**Exercise directions**
Looking through the listing, how many of its lines hold the word "McKinley"? Answer with only the number.

**Dataset content**
Start of Block

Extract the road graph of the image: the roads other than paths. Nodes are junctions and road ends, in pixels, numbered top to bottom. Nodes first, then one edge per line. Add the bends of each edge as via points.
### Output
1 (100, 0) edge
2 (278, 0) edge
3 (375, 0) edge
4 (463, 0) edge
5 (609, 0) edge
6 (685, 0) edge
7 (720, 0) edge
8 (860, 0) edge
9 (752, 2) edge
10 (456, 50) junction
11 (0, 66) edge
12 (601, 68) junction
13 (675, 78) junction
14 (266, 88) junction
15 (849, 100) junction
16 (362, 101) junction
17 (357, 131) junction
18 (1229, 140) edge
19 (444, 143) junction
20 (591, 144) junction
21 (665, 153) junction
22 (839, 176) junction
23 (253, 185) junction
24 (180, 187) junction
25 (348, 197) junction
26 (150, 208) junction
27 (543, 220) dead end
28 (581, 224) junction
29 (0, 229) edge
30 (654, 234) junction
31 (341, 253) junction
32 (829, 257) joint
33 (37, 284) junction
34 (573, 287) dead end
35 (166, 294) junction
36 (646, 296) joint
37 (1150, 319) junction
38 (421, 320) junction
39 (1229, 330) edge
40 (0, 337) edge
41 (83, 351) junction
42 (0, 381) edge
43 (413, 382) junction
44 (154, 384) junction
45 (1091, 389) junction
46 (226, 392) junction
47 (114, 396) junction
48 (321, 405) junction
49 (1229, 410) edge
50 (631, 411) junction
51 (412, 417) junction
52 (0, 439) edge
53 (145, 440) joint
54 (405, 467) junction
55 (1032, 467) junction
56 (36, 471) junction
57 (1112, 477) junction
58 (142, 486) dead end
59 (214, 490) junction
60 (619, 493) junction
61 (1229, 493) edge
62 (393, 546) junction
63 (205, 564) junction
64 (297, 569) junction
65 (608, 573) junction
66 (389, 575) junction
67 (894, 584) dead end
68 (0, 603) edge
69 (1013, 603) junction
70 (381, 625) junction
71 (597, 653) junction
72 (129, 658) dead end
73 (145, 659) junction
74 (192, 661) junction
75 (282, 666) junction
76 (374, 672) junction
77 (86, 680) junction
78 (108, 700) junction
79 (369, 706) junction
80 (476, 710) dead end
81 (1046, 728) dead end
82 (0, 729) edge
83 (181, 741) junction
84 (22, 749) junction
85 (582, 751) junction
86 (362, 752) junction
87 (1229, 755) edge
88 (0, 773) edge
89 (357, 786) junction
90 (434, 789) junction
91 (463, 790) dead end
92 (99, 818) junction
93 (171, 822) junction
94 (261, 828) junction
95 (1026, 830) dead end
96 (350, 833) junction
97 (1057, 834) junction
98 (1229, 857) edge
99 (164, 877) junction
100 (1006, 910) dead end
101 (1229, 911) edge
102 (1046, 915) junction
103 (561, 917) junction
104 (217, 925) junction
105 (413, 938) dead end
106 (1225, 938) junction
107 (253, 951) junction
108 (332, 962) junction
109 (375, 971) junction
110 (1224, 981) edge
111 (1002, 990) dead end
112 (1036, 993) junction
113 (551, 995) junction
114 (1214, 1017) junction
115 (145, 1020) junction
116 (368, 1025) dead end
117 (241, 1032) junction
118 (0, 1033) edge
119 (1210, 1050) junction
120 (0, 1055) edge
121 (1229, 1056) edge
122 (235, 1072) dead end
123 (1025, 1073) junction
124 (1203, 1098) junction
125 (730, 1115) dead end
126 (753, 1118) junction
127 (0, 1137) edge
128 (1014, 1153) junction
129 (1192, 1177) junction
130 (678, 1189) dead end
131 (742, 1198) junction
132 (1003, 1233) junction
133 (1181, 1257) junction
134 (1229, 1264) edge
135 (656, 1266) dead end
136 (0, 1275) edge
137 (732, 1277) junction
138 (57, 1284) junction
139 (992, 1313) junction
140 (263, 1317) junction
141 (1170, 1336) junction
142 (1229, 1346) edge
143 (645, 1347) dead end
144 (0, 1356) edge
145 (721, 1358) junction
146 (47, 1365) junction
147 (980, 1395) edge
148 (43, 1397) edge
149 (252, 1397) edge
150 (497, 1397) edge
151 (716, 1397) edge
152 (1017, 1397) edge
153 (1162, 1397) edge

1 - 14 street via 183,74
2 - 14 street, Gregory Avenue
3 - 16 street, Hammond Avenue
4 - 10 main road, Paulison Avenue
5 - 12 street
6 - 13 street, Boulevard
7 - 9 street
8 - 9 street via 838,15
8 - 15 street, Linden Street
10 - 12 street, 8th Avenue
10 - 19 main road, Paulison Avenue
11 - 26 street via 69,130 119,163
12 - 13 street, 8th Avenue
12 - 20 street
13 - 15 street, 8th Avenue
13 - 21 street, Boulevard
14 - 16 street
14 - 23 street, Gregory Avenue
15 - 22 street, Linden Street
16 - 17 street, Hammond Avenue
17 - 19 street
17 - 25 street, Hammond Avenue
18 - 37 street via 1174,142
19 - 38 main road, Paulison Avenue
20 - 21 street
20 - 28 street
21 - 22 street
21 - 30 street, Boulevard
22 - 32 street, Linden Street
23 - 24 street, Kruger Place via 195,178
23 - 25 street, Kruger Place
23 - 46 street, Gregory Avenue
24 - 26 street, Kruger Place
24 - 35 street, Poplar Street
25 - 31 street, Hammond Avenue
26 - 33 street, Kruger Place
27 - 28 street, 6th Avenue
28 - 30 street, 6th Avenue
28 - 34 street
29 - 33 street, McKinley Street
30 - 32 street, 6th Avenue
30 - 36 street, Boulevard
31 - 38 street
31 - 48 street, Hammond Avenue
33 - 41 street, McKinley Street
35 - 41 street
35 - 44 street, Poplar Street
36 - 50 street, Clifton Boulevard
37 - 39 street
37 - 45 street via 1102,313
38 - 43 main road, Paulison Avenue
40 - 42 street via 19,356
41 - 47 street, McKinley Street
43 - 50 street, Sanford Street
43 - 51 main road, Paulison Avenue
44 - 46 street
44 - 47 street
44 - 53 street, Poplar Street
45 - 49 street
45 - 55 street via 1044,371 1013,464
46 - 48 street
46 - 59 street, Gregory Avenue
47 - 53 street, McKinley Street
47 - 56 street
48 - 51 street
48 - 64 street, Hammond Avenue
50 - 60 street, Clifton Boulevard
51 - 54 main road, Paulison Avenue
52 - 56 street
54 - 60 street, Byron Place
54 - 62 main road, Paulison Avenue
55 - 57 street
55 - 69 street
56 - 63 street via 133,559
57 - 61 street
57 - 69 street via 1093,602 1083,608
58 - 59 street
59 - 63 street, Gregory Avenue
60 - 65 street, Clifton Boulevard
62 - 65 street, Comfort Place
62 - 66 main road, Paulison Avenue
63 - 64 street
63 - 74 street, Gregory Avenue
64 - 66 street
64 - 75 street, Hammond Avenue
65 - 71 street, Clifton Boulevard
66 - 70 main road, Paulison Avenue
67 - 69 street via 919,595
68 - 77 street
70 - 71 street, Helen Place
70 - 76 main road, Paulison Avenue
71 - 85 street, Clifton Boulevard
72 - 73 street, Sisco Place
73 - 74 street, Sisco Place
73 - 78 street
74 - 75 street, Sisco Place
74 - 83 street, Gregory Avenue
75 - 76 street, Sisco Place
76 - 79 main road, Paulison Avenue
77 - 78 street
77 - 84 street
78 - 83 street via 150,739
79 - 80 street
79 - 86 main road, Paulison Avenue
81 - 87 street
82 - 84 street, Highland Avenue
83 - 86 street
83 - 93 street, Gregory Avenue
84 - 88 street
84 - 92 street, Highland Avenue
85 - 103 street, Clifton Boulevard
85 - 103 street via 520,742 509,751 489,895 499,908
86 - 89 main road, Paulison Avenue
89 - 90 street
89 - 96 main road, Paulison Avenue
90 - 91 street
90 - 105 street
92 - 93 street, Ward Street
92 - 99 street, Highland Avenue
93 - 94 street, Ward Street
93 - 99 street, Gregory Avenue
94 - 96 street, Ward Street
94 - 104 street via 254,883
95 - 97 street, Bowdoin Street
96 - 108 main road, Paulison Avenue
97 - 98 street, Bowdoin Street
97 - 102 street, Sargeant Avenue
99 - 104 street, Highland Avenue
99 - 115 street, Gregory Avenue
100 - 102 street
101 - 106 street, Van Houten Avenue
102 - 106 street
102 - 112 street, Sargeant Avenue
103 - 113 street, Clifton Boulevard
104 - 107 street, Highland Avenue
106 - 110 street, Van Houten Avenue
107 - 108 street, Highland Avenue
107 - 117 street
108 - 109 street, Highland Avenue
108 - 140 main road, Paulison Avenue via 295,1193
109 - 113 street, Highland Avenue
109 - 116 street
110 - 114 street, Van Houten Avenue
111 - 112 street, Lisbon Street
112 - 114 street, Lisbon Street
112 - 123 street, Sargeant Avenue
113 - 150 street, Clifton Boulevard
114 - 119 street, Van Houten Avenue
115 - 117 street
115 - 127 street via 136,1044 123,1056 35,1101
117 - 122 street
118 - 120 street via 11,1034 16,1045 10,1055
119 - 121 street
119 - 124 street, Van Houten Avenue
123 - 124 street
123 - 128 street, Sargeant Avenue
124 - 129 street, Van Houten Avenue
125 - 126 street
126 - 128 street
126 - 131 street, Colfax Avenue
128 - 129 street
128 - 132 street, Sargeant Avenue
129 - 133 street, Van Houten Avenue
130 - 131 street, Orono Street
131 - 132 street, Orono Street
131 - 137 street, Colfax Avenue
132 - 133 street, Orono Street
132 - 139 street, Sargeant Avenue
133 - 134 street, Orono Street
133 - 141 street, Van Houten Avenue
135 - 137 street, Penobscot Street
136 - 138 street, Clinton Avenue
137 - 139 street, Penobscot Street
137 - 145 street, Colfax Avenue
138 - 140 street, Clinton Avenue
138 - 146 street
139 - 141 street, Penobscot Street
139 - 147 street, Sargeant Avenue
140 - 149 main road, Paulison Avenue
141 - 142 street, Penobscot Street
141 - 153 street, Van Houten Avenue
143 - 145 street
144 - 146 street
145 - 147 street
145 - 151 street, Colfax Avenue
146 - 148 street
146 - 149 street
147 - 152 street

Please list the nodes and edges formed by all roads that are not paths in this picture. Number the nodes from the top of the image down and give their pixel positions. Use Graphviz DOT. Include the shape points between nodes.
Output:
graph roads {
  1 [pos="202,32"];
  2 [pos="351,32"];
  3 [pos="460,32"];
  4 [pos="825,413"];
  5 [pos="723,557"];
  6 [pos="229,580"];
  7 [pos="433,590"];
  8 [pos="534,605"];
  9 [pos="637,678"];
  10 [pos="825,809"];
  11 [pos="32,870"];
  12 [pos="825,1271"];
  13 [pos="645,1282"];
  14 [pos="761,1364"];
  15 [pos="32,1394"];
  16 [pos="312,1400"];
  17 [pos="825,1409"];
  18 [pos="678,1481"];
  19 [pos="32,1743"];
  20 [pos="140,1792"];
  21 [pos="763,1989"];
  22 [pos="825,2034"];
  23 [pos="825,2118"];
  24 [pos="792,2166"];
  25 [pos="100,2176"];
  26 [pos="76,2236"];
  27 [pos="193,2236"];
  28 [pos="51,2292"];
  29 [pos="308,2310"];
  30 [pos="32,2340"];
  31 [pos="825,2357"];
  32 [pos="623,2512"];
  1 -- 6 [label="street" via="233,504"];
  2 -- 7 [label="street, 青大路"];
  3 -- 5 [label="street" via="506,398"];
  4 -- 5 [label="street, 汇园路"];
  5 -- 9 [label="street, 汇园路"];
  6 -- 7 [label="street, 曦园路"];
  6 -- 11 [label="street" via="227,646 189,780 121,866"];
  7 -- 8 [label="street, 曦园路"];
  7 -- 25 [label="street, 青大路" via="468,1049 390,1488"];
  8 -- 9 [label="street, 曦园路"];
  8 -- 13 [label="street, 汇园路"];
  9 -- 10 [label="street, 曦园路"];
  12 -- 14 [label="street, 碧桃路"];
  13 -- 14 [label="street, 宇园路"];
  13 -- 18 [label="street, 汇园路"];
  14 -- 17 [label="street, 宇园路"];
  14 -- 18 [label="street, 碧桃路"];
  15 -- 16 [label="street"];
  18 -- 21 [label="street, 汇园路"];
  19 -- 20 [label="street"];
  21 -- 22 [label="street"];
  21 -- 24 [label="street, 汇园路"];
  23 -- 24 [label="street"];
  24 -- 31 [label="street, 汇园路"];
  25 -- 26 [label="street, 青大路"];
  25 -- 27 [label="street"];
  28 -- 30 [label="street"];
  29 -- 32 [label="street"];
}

End of Block

**Completed exercise**
4